On the other hand, we have my father.  A very intelligent man who is extremely logical, he takes every factor into account when making a decision, except for human emotion, which I don’t think he entirely understands.  He gets very confused when people are upset with him, because in his mind he has made a very logical and rational choice, and he is always frustrated with other people when they base their decision making process on how they feel.  If something is the right thing to do in every logical way, except for the fact that it will make someone really sad, he will do it anyway, and have no clue why he is surrounded by all of these unreasonably sad people.

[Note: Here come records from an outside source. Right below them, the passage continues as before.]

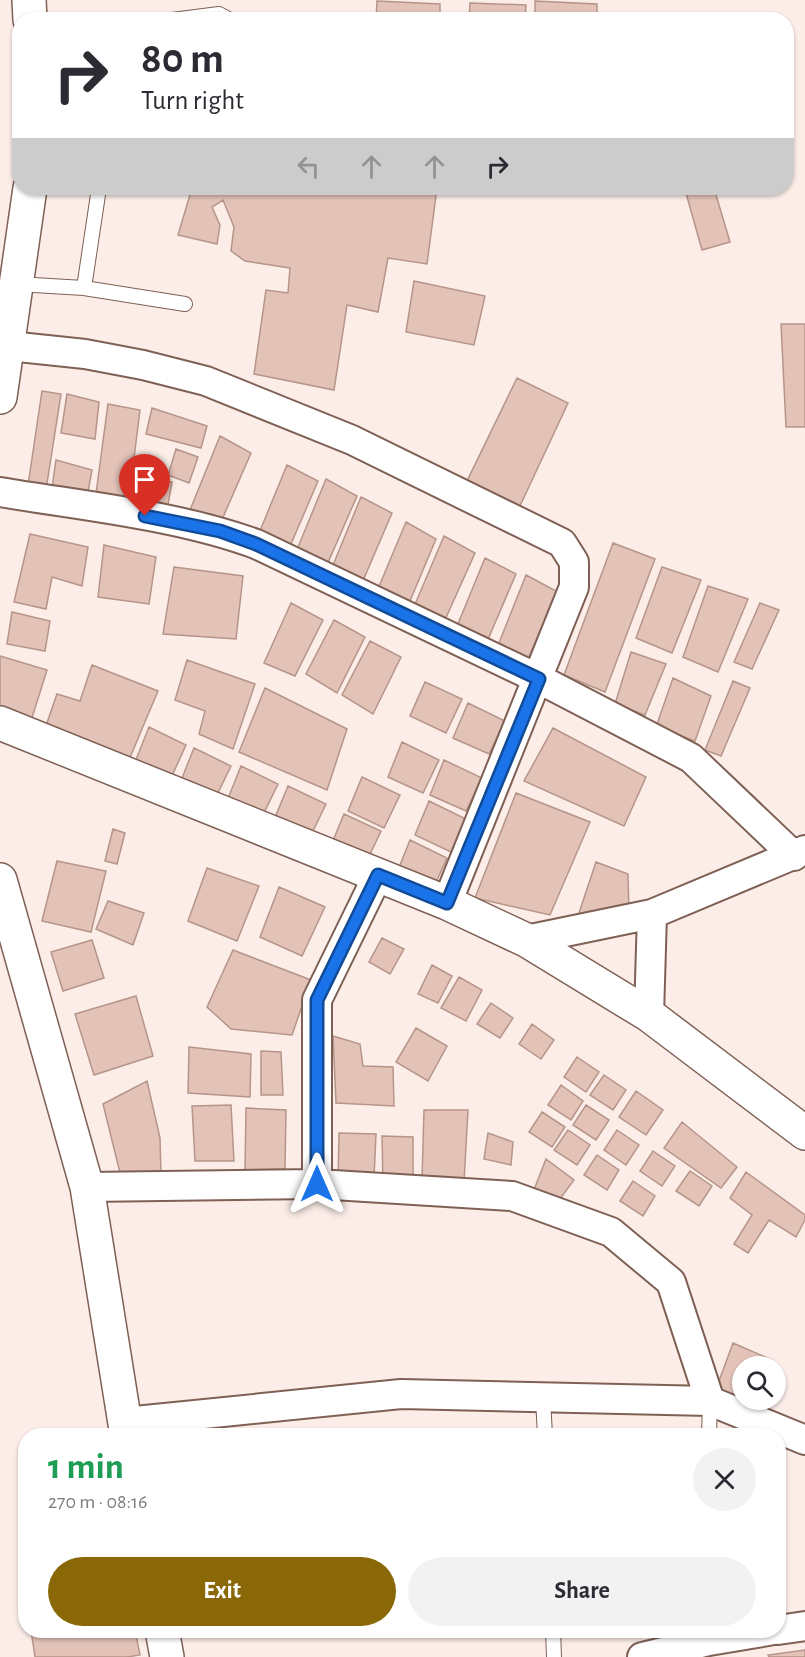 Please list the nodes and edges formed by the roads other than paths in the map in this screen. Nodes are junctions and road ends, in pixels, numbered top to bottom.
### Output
1 (29, 195) edge
2 (98, 195) edge
3 (16, 284) junction
4 (84, 288) junction
5 (185, 304) dead end
6 (9, 346) junction
7 (0, 397) edge
8 (0, 492) edge
9 (539, 679) junction
10 (0, 723) edge
11 (799, 853) edge
12 (378, 875) junction
13 (0, 880) edge
14 (447, 903) junction
15 (652, 914) junction
16 (526, 940) junction
17 (649, 1015) junction
18 (805, 1133) edge
19 (317, 1184) junction
20 (87, 1187) junction
21 (543, 1398) junction
22 (710, 1401) junction
23 (126, 1428) edge
24 (134, 1428) edge
25 (545, 1428) edge
26 (710, 1428) edge
27 (776, 1428) edge
28 (786, 1432) edge
29 (805, 1440) edge
30 (805, 1626) edge
31 (786, 1629) edge
32 (163, 1638) edge
33 (553, 1638) edge
34 (735, 1638) edge
35 (709, 1643) edge
36 (166, 1657) edge
37 (554, 1657) edge
38 (642, 1657) edge

1 - 3 main road
2 - 4 lane
3 - 4 lane
3 - 6 main road
4 - 5 lane
6 - 7 main road
6 - 9 street
8 - 9 street
9 - 11 street
9 - 14 street
10 - 12 main road
11 - 15 street
12 - 14 main road
12 - 19 street
13 - 20 main road
14 - 16 main road
15 - 16 street
15 - 17 street
16 - 17 main road
17 - 18 main road
19 - 20 street
19 - 22 street
20 - 23 main road
21 - 22 street
21 - 24 street
21 - 25 lane
22 - 26 lane
22 - 27 street
28 - 29 street
30 - 31 street
32 - 36 main road
33 - 37 lane
34 - 35 street
35 - 38 street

And so then there is me. Trapped between two worlds of reason and emotion. I try to balance them both as best as I can, but I know that I often stray too far to one side or the other. Like Spock, I try and use logic to trump emotion as much as possible, but I also realize that sometimes you just have to follow your dreams, even when it makes no earthly sense to do so. I guess, in the end, even though it might have been nice to have two normal, well-adjusted parents, I’m glad I got both perspectives, and I hope that I can keep myself even enough so that my children won’t have to write something like this when they are grown. Because they have plenty of other things to write about.

Posted in Parenting, Star Trek.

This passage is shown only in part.